Question

The composite scores of individual students on the ACT college entrance examination in 2009 followed a normal distribution with mean 21.1 and standard deviation 5.1. What is the probability that a single student randomly chosen from all those taking the test scores 23 or higher? P(X > 0.3548) = P(z > 0.3725) = 0.3725 What is the probability that a simple random sample of 50 students chosen from all those taking the test has an average score of 23 or higher? p(X >) = p(z >) = Why is it more likely that a single student would score this high instead of the sample of students?

Answer 1

35.57% probability that a single student randomly chosen from all those taking the test scores 23 or higher.

0.41% probability that a simple random sample of 50 students chosen from all those taking the test has an average score of 23 or higher.

The lower the standard deviation, the higher the z-score, which means that the higher the pvalue of X = 23, which means there is a lower probability of scoring above 23. By the Central Limit Theorem, as the sample size increases, the standard deviation decreases, which means that Z increases.

Explanation:

To solve this question, we need to understand the normal probability distribution and the central limit theorem.

Normal probability distribution

Problems of normally distributed samples are solved using the z-score formula.

In a set with mean
`\mu` and standard deviation
`\sigma`, the zscore of a measure X is given by:

`Z = (X - \mu)/(\sigma)`

The Z-score measures how many standard deviations the measure is from the mean.
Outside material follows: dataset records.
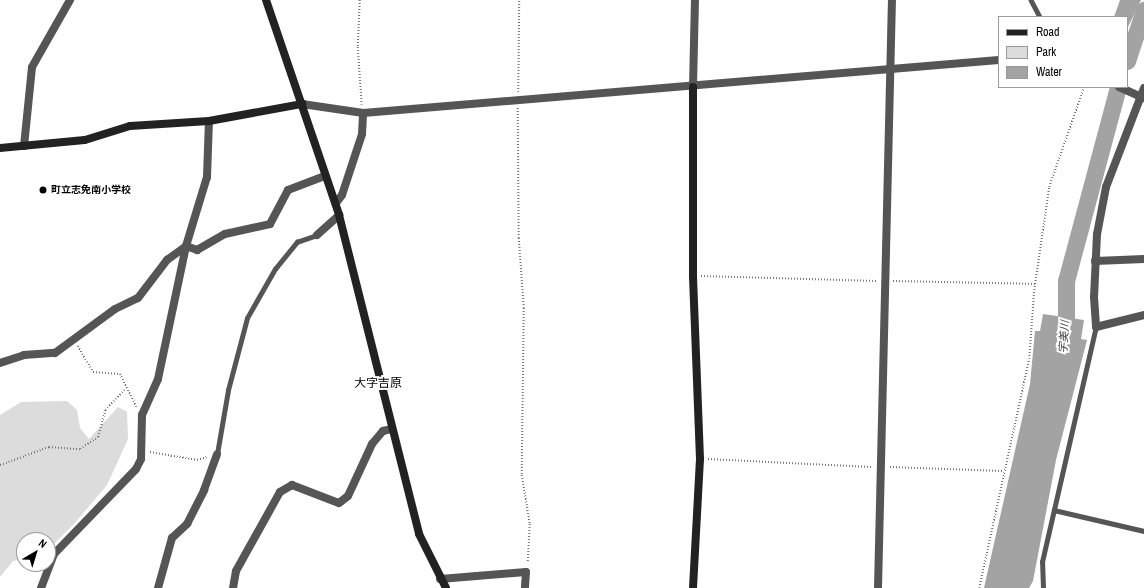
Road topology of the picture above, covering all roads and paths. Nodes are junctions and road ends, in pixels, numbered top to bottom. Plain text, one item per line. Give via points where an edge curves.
1 (70, 0) edge
2 (266, 0) edge
3 (360, 0) edge
4 (519, 0) edge
5 (695, 0) edge
6 (892, 0) edge
7 (1031, 0) edge
8 (1039, 16) edge
9 (998, 60) edge
10 (890, 69) junction
11 (693, 87) junction
12 (1084, 88) edge
13 (1121, 88) edge
14 (1144, 88) edge
15 (1140, 96) edge
16 (518, 101) junction
17 (302, 104) junction
18 (363, 113) junction
19 (209, 121) junction
20 (24, 146) junction
21 (0, 148) edge
22 (326, 176) junction
23 (336, 203) junction
24 (339, 215) junction
25 (317, 235) joint
26 (186, 246) junction
27 (1144, 259) edge
28 (1096, 261) junction
29 (693, 276) junction
30 (886, 281) junction
31 (1035, 284) junction
32 (1144, 315) edge
33 (1096, 327) junction
34 (73, 337) junction
35 (0, 363) edge
36 (126, 388) junction
37 (142, 416) junction
38 (392, 429) junction
39 (216, 454) junction
40 (141, 459) junction
41 (700, 459) junction
42 (0, 465) edge
43 (881, 467) junction
44 (1002, 471) dead end
45 (1054, 510) junction
46 (1144, 531) edge
47 (526, 572) junction
48 (440, 579) junction
49 (41, 588) edge
50 (158, 588) edge
51 (233, 588) edge
52 (446, 588) edge
53 (525, 588) edge
54 (693, 588) edge
55 (878, 588) edge
56 (979, 588) edge
57 (1043, 588) edge

1 - 20 street via 32,67
2 - 17 street
3 - 18 path via 358,46
4 - 16 path
5 - 11 street
6 - 10 street
7 - 8 lane
9 - 10 street
10 - 11 street
10 - 30 street
11 - 16 street
11 - 29 street
12 - 31 path via 1049,187
13 - 15 street
14 - 15 street
15 - 28 street via 1106,187
16 - 18 street
16 - 47 path via 518,238 524,308 522,475 530,524
17 - 18 street
17 - 19 street
17 - 22 street
18 - 23 street via 362,134 342,195
19 - 20 street via 130,126 85,140
19 - 26 street via 207,178
20 - 21 street
22 - 23 street
22 - 26 street via 288,190 270,224 225,234 197,250
23 - 24 street
24 - 25 street
24 - 38 street
25 - 39 lane via 297,242 275,269 247,318 228,390
26 - 34 street via 167,260 138,298 115,309
26 - 37 street via 158,379
27 - 28 street
28 - 33 street
29 - 30 path
29 - 41 street
30 - 31 path
30 - 43 street
31 - 56 path via 1029,358
32 - 33 street
33 - 45 lane
34 - 35 street via 55,353 24,355
34 - 36 path via 93,372 120,374
36 - 37 path
36 - 42 path via 105,410 98,437 80,449 49,447
37 - 40 street
38 - 48 street via 419,534
38 - 51 street via 383,431 372,444 348,496 338,503 292,485 280,492 236,570
39 - 40 path via 197,460 152,451
39 - 50 street via 204,490 187,524 172,538
40 - 49 street via 136,469 54,554
41 - 43 path
41 - 54 street
43 - 44 path
43 - 55 street
45 - 46 lane
45 - 57 lane via 1042,562
47 - 48 street
47 - 53 street
48 - 52 street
After finding the Z-score, we look at the z-score table and find the p-value associated with this z-score. This p-value is the probability that the value of the measure is smaller than X, that is, the percentile of X. Subtracting 1 by the pvalue, we get the probability that the value of the measure is greater than X.

Central Limit Theorem

The Central Limit Theorem estabilishes that, for a normally distributed random variable X, with mean
`\mu` and standard deviation
`\sigma`, the sampling distribution of the sample means with size n can be approximated to a normal distribution with mean
`\mu` and standard deviation
`s = (\sigma)/(√(n))`.

For a skewed variable, the Central Limit Theorem can also be applied, as long as n is at least 30.

In this problem, we have that:

`\mu = 21.1, \sigma = 5.1`

What is the probability that a single student randomly chosen from all those taking the test scores 23 or higher?

This is the pvalue of Z when X = 23.

`Z = (X - \mu)/(\sigma)`

`Z = (23 - 21.1)/(5.1)`

`Z = 0.37`

`Z = 0.37` has a pvalue of 0.6443

1 - 0.6443 = 0.3557

35.57% probability that a single student randomly chosen from all those taking the test scores 23 or higher.

What is the probability that a simple random sample of 50 students chosen from all those taking the test has an average score of 23 or higher?

Now we use the central limit theorem, so
`n = 50, s = (5.1)/(√(50)) = 0.72`

`Z = (X - \mu)/(s)`

`Z = (23 - 21.1)/(0.72)`

`Z = 2.64`

`Z = 2.64` has a pvalue of 0.9959

1 - 0.9959 = 0.0041

0.41% probability that a simple random sample of 50 students chosen from all those taking the test has an average score of 23 or higher.

Why is it more likely that a single student would score this high instead of the sample of students?

The lower the standard deviation, the higher the z-score, which means that the higher the pvalue of X = 23, which means there is a lower probability of scoring above 23. By the Central Limit Theorem, as the sample size increases, the standard deviation decreases, which means that Z increases.